→ **What you should do**: In full and without change, retype the records.

Dataset entries:
◆ ◆ ◆ ◆ ◆ ◆ ◆

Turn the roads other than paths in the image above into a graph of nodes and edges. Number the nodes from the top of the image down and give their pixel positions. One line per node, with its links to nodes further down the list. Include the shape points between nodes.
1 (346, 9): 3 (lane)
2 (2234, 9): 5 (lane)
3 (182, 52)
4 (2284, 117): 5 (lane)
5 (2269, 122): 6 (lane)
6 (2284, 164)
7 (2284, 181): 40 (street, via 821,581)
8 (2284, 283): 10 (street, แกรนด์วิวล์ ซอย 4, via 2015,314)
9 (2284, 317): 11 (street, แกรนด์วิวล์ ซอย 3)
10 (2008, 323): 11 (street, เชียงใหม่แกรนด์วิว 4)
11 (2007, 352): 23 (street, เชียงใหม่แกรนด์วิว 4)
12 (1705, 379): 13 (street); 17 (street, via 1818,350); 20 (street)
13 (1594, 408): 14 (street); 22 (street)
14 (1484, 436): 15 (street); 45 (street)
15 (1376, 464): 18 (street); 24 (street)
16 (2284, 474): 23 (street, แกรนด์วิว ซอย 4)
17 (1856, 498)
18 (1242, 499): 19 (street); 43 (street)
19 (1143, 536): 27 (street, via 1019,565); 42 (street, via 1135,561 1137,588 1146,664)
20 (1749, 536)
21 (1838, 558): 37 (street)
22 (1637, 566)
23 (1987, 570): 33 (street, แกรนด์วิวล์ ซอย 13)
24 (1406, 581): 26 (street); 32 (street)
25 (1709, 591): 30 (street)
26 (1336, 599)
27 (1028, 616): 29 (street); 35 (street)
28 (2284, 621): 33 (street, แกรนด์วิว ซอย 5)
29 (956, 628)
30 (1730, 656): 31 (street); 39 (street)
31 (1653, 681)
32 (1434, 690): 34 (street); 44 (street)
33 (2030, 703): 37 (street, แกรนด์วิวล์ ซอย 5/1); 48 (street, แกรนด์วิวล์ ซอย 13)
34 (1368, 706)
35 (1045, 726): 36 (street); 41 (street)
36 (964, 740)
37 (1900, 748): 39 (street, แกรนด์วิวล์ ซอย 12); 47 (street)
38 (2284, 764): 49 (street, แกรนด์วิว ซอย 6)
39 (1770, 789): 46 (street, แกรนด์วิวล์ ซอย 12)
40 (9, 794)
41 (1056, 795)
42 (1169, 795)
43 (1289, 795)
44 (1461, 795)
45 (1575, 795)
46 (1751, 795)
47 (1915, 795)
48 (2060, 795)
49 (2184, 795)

◆ ◆ ◆ ◆ ◆ ◆ ◆

→ **Finished exercise**:
Turn the roads other than paths in the image above into a graph of nodes and edges. Number the nodes from the top of the image down and give their pixel positions. One line per node, with its links to nodes further down the list. Include the shape points between nodes.
1 (346, 9): 3 (lane)
2 (2234, 9): 5 (lane)
3 (182, 52)
4 (2284, 117): 5 (lane)
5 (2269, 122): 6 (lane)
6 (2284, 164)
7 (2284, 181): 40 (street, via 821,581)
8 (2284, 283): 10 (street, แกรนด์วิวล์ ซอย 4, via 2015,314)
9 (2284, 317): 11 (street, แกรนด์วิวล์ ซอย 3)
10 (2008, 323): 11 (street, เชียงใหม่แกรนด์วิว 4)
11 (2007, 352): 23 (street, เชียงใหม่แกรนด์วิว 4)
12 (1705, 379): 13 (street); 17 (street, via 1818,350); 20 (street)
13 (1594, 408): 14 (street); 22 (street)
14 (1484, 436): 15 (street); 45 (street)
15 (1376, 464): 18 (street); 24 (street)
16 (2284, 474): 23 (street, แกรนด์วิว ซอย 4)
17 (1856, 498)
18 (1242, 499): 19 (street); 43 (street)
19 (1143, 536): 27 (street, via 1019,565); 42 (street, via 1135,561 1137,588 1146,664)
20 (1749, 536)
21 (1838, 558): 37 (street)
22 (1637, 566)
23 (1987, 570): 33 (street, แกรนด์วิวล์ ซอย 13)
24 (1406, 581): 26 (street); 32 (street)
25 (1709, 591): 30 (street)
26 (1336, 599)
27 (1028, 616): 29 (street); 35 (street)
28 (2284, 621): 33 (street, แกรนด์วิว ซอย 5)
29 (956, 628)
30 (1730, 656): 31 (street); 39 (street)
31 (1653, 681)
32 (1434, 690): 34 (street); 44 (street)
33 (2030, 703): 37 (street, แกรนด์วิวล์ ซอย 5/1); 48 (street, แกรนด์วิวล์ ซอย 13)
34 (1368, 706)
35 (1045, 726): 36 (street); 41 (street)
36 (964, 740)
37 (1900, 748): 39 (street, แกรนด์วิวล์ ซอย 12); 47 (street)
38 (2284, 764): 49 (street, แกรนด์วิว ซอย 6)
39 (1770, 789): 46 (street, แกรนด์วิวล์ ซอย 12)
40 (9, 794)
41 (1056, 795)
42 (1169, 795)
43 (1289, 795)
44 (1461, 795)
45 (1575, 795)
46 (1751, 795)
47 (1915, 795)
48 (2060, 795)
49 (2184, 795)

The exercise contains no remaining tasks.